United States TV coverage
- Network: ABC
- Announcers: Chris Schenkel, Bud Wilkinson

= 1970 Sugar Bowl =

American college football game

The 1970 Sugar Bowl was the 36th edition of the college football bowl game, played at Tulane Stadium in New Orleans, Louisiana, on Thursday, January 1. It featured the third-ranked Arkansas Razorbacks of the Southwest Conference (SWC) and the #13 Ole Miss Rebels of the Southeastern Conference (SEC). Ole Miss upset Arkansas, 27–22.

==Teams==

Arkansas entered the game with a 9–1 record and #3 national ranking and Ole Miss was at 7–3. The two neighboring states had developed a rivalry, with a yearly series ending in 1961, and had met in the Sugar Bowl seven years earlier.

===Arkansas===

The Razorbacks were making a return trip to the Sugar Bowl, following up a victory in the 1969 Sugar Bowl. Starting 9–0, the Razorbacks ended the regular season with a loss to the Texas Longhorns in The Big Shootout, watching a 14–0 lead evaporate into a 15–14 loss when Texas scored two touchdowns in the fourth quarter. This loss to the #1 Longhorns cost the Hogs, ranked #2 at the time by the Associated Press and #3 by United Press International, a Southwest Conference championship and a chance at the national championship.

===Mississippi===

Ole Miss, led by coaching great Johnny Vaught and quarterback Archie Manning entered the game at 7–3. The Rebels were invited to the Sugar Bowl on the strength of November victories over SEC powers LSU (26–23) and Tennessee (38–0), both at Mississippi Veterans Memorial Stadium in Jackson.

==Game summary==
Ole Miss running back Bo Bowen scampered 69 yards to open the scoring, with Archie Manning adding another 18-yard TD run.
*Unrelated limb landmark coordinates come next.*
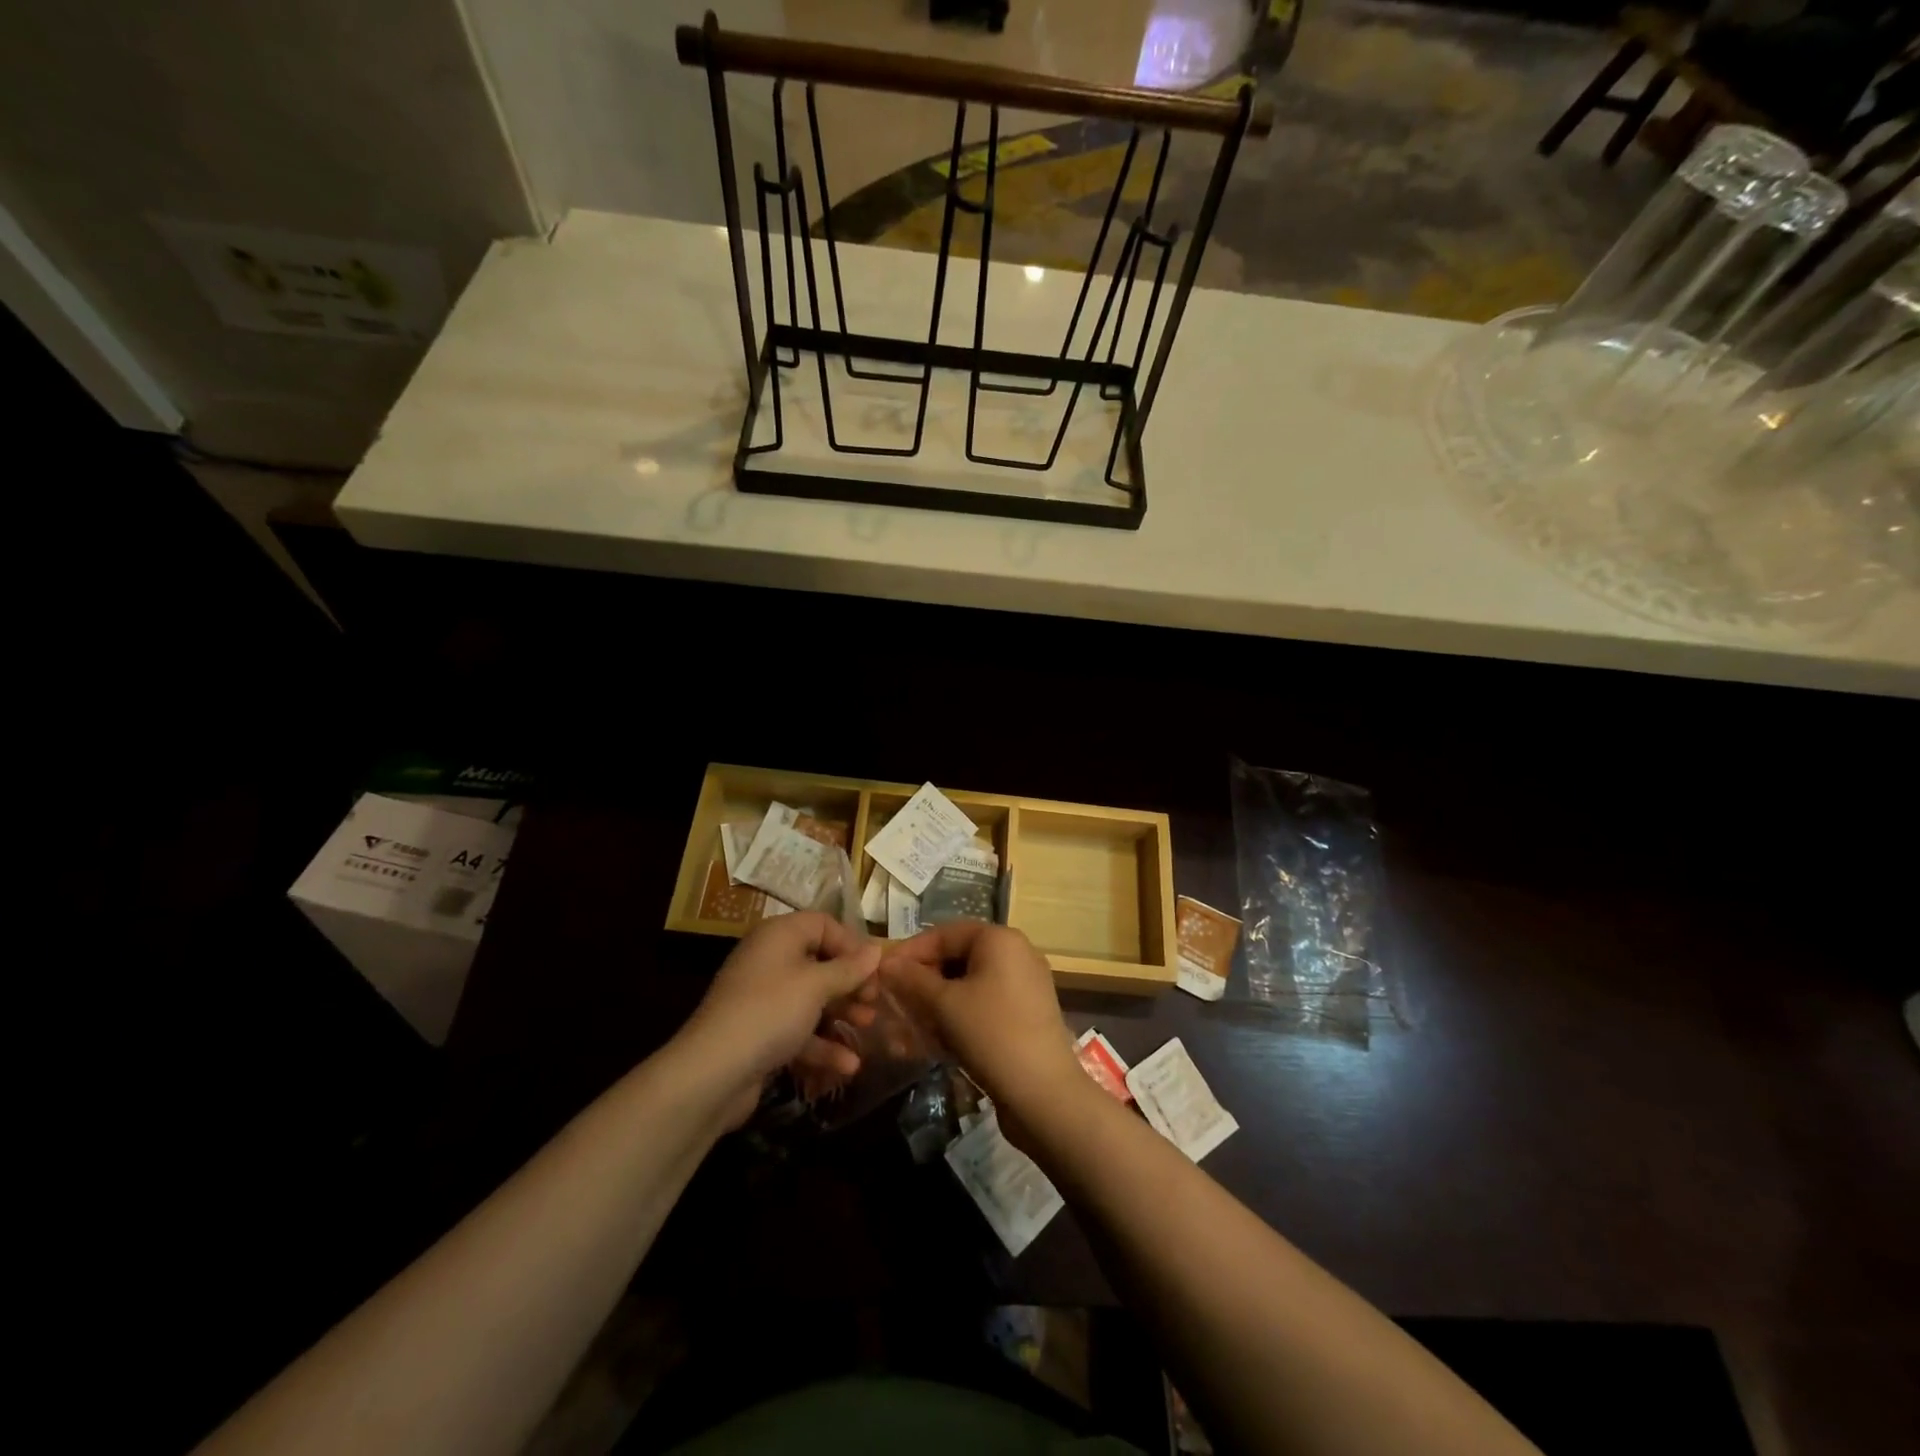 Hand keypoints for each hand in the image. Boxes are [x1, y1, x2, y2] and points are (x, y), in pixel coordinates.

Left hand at [677, 912, 880, 1127]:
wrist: (712, 1073)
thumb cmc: (770, 1012)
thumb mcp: (817, 986)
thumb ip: (849, 968)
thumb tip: (876, 950)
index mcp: (779, 935)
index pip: (823, 924)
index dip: (851, 943)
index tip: (874, 969)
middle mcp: (770, 960)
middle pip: (820, 962)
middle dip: (850, 982)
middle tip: (874, 1000)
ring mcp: (763, 999)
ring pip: (812, 998)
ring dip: (841, 1013)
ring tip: (867, 1028)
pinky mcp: (760, 1033)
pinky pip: (798, 1029)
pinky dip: (821, 1044)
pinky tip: (848, 1066)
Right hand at [880, 922, 1089, 1134]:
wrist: (1045, 1095)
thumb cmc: (992, 1034)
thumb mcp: (945, 1004)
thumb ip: (912, 979)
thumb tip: (886, 963)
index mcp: (1000, 939)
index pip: (944, 933)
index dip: (910, 952)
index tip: (881, 975)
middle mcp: (1016, 954)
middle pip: (957, 958)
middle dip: (922, 982)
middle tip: (893, 1003)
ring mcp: (1024, 986)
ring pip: (968, 986)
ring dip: (935, 1005)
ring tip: (907, 1030)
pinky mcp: (1025, 1016)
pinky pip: (983, 1006)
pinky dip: (957, 1018)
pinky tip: (934, 1043)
Down 14–0, Arkansas responded with a 12-yard TD run by Bill Burnett, but the extra point was missed, and after a Rebel field goal and Archie Manning 30-yard TD strike, the Razorbacks were down 24–6. Before halftime, Chuck Dicus hauled in a 47-yard pass from Bill Montgomery, but the two-point conversion was incomplete, and the Rebels took a 24–12 lead to halftime.

The third quarter produced a field goal from each team, and in the fourth quarter fullback Bruce Maxwell caught a six-yard strike from Montgomery to cut the lead to five, but the rally fell short, the Hogs losing by a 27–22 final.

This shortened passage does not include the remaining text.